CAG, in partnership with Council on Energy, Environment and Water (CEEW), and supported by Shakti Sustainable Energy Foundation has launched the Electricity Billing Governance project in Tamil Nadu. The initiative aims to promote greater participation of consumers in the governance of the electricity sector in Tamil Nadu, using the electricity bill as an enabling mechanism. It also attempts to establish a case for the electricity bill as a tool that can enable better communication and understanding between consumers, electricity distribution companies (discoms), and the state government so as to sustain 24x7 power for all while enabling uptake of green energy/energy efficiency/energy conservation measures.

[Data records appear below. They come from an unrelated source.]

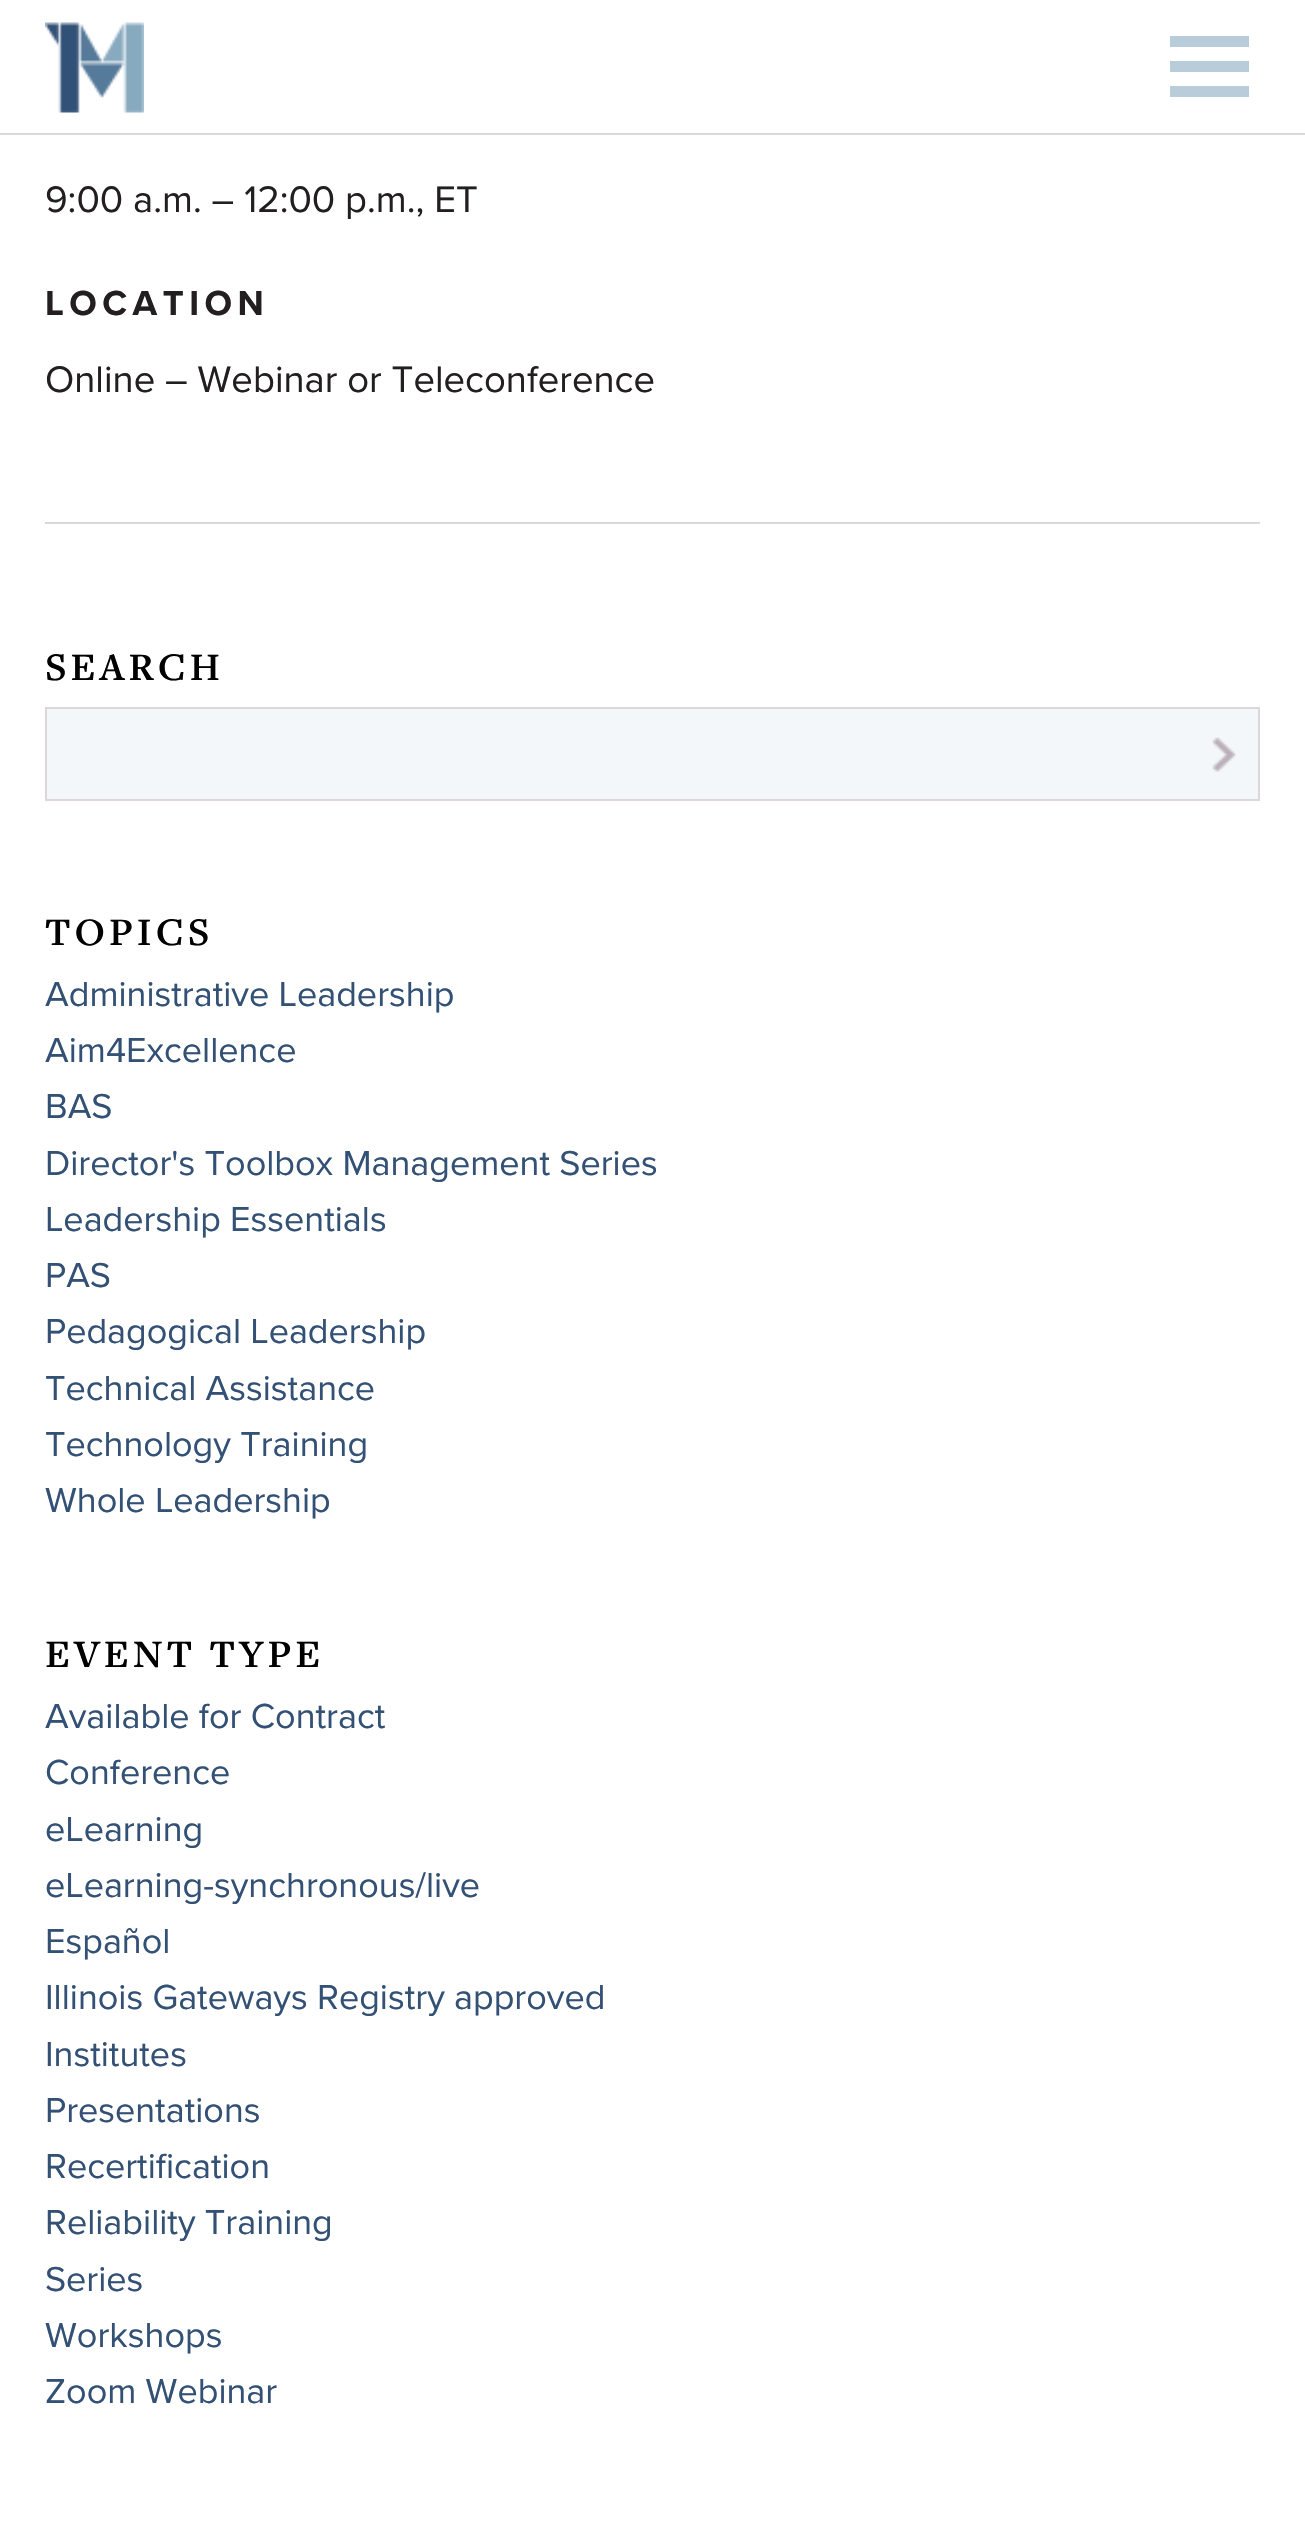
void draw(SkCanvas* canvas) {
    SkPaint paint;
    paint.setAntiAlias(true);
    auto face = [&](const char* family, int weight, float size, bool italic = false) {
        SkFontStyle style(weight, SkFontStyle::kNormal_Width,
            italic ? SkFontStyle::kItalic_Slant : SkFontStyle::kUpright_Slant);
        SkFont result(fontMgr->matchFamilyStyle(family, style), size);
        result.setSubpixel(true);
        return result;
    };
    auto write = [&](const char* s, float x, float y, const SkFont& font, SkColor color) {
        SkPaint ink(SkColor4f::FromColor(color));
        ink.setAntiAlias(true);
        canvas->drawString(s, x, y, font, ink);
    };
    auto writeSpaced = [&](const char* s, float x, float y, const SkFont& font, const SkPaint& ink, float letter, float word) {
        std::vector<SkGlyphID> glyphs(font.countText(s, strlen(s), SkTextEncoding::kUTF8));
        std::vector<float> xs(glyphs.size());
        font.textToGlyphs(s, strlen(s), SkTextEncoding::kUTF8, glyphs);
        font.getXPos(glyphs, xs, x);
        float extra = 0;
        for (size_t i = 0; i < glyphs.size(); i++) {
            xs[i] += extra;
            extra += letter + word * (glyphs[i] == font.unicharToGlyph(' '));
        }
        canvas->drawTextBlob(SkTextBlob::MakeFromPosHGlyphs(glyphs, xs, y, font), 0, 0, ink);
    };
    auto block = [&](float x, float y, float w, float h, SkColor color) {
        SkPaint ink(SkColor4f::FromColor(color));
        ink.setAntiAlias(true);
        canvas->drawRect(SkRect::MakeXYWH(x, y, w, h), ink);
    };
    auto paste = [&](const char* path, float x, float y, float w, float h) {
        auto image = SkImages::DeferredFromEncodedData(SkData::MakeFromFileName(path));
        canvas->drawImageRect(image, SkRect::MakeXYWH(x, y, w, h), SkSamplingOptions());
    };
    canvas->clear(SK_ColorWHITE);
    block(0, 133, 1305, 2, SkColorSetRGB(221, 215, 220));
    paste("pic1.png", 45, 22, 99, 91);
    block(1170, 36, 79, 11, SkColorSetRGB(184, 204, 217));
    block(1170, 61, 79, 11, SkColorSetRGB(184, 204, 217));
    block(1170, 86, 79, 11, SkColorSetRGB(184, 204, 217));
    auto kFont1 = face("Proxima Nova", 400, 38.25f);
    write("9:00 a.m. – 12:00 p.m., ET", 45, 212, kFont1, SkColorSetRGB(35, 31, 32));
    auto kFont2 = face("Proxima Nova", 700, 36);
    paint.setColor(SkColorSetRGB(35, 31, 32));
    writeSpaced("LOCATION", 45, 315, kFont2, paint, 5.5f, 0);
    write("Online – Webinar or Teleconference", 45, 392, kFont1, SkColorSetRGB(35, 31, 32));
    block(45, 522, 1215, 2, SkColorSetRGB(221, 215, 220));
    auto kFont3 = face("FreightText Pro", 600, 40.5f);
    paint.setColor(SK_ColorBLACK);
    writeSpaced("SEARCH", 45, 680, kFont3, paint, 4, 0);
    block(47, 709, 1211, 90, SkColorSetRGB(244, 247, 249));
    paste("pic2.png", 1212, 737, 24, 35);
    paint.setStyle(SkPaint::kStroke_Style);
    paint.setStrokeWidth(2);
    paint.setColor(SkColorSetRGB(221, 215, 220));
    canvas->drawRect(SkRect::MakeXYWH(46, 708, 1213, 92), paint);
    paint.setStyle(SkPaint::kFill_Style);
    paint.setColor(SK_ColorBLACK);
    writeSpaced("TOPICS", 45, 945, kFont3, paint, 4, 0);
    auto kFont4 = face("Proxima Nova", 400, 36);
    write("Administrative Leadership", 45, 1006, kFont4, SkColorSetRGB(51, 80, 117));
    write("Aim4Excellence", 45, 1062, kFont4, SkColorSetRGB(51, 80, 117));
    write("BAS", 45, 1118, kFont4, SkColorSetRGB(51, 80, 117));
    write("Director's Toolbox Management Series", 45, 1175, kFont4, SkColorSetRGB(51, 80, 117));
    write("Leadership Essentials", 45, 1231, kFont4, SkColorSetRGB(51, 80, 117));
    write("PAS", 45, 1287, kFont4, SkColorSetRGB(51, 80, 117));
    write("Pedagogical Leadership", 45, 1343, kFont4, SkColorSetRGB(51, 80, 117));
    write("Technical Assistance", 45, 1400, kFont4, SkColorSetRGB(51, 80, 117));
    write("Technology Training", 45, 1456, kFont4, SkColorSetRGB(51, 80, 117));
    write("Whole Leadership", 45, 1512, kFont4, SkColorSetRGB(51, 80, 117));
    writeSpaced("EVENT TYPE", 45, 1667, kFont3, paint, 4, 0);
    write("Available for Contract", 45, 1728, kFont4, SkColorSetRGB(51, 80, 117));
    write("Conference", 45, 1784, kFont4, SkColorSetRGB(51, 80, 117));
    write("eLearning", 45, 1841, kFont4, SkColorSetRGB(51, 80, 117));
    write("eLearning-synchronous/live", 45, 1897, kFont4, SkColorSetRGB(51, 80, 117));
    write("Español", 45, 1953, kFont4, SkColorSetRGB(51, 80, 117));
    write("Illinois Gateways Registry approved", 45, 2009, kFont4, SkColorSetRGB(51, 80, 117));
    write("Institutes", 45, 2066, kFont4, SkColorSetRGB(51, 80, 117));
    write("Presentations", 45, 2122, kFont4, SkColorSetRGB(51, 80, 117));
    write("Recertification", 45, 2178, kFont4, SkColorSetRGB(51, 80, 117));
    write("Reliability Training", 45, 2234, kFont4, SkColorSetRGB(51, 80, 117));
    write("Series", 45, 2291, kFont4, SkColorSetRGB(51, 80, 117));
    write("Workshops", 45, 2347, kFont4, SkColorSetRGB(51, 80, 117));
    write("Zoom Webinar", 45, 2403, kFont4, SkColorSetRGB(51, 80, 117));
}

Through the course of the project, CAG will focus on (i) understanding consumer perception and level of understanding about the electricity bill in Tamil Nadu; (ii) researching tariffs and electricity bills of various distribution companies across India and specific to Tamil Nadu; (iii) improving consumer awareness and participation with respect to electricity bills through outreach and capacity building and (iv) engaging with relevant stakeholders of the electricity sector to represent the need for granular details in electricity bills.
To improve the quality and quantity of participation of consumers in the electricity sector using the electricity bill as a tool for governance, engagement, and communication using a combination of research, information dissemination, awareness, capacity building, and advocacy.
The electricity bill is a key instrument for regular two-way communication between distribution companies (discoms) and consumers. In India, at present, these bills give consumers an opportunity to shape their understanding of consumption and usage behaviour. Whilst for discoms, it helps to highlight their cost for each consumer category. However, electricity bills should do more than the above functions and extend to providing other granular details such as benchmark of its performance while giving greater incentives to consumers for efficient usage of electricity. Most importantly, the bill must be visualised as a key tool for enabling consumers to interact with the utility and various stakeholders in a more informed and transparent manner. It could also be a potential tool for enabling greater uptake of renewable energy and demand-side management measures.
The electricity billing structure in Tamil Nadu, like the rest of the country, if not more, lacks granularity and transparency. The bills in the state, merely provide basic and bare minimum information around units of electricity consumed for a given period and cost incurred for the same. Several key details including distribution standards of performance, a breakdown of charges and applied electricity subsidies, which are an important aspect of TN’s electricity charges, are not reflected in the bills. Such lack of transparency suggests a strong need to explore various attributes that should be included in the bill to make it more informative.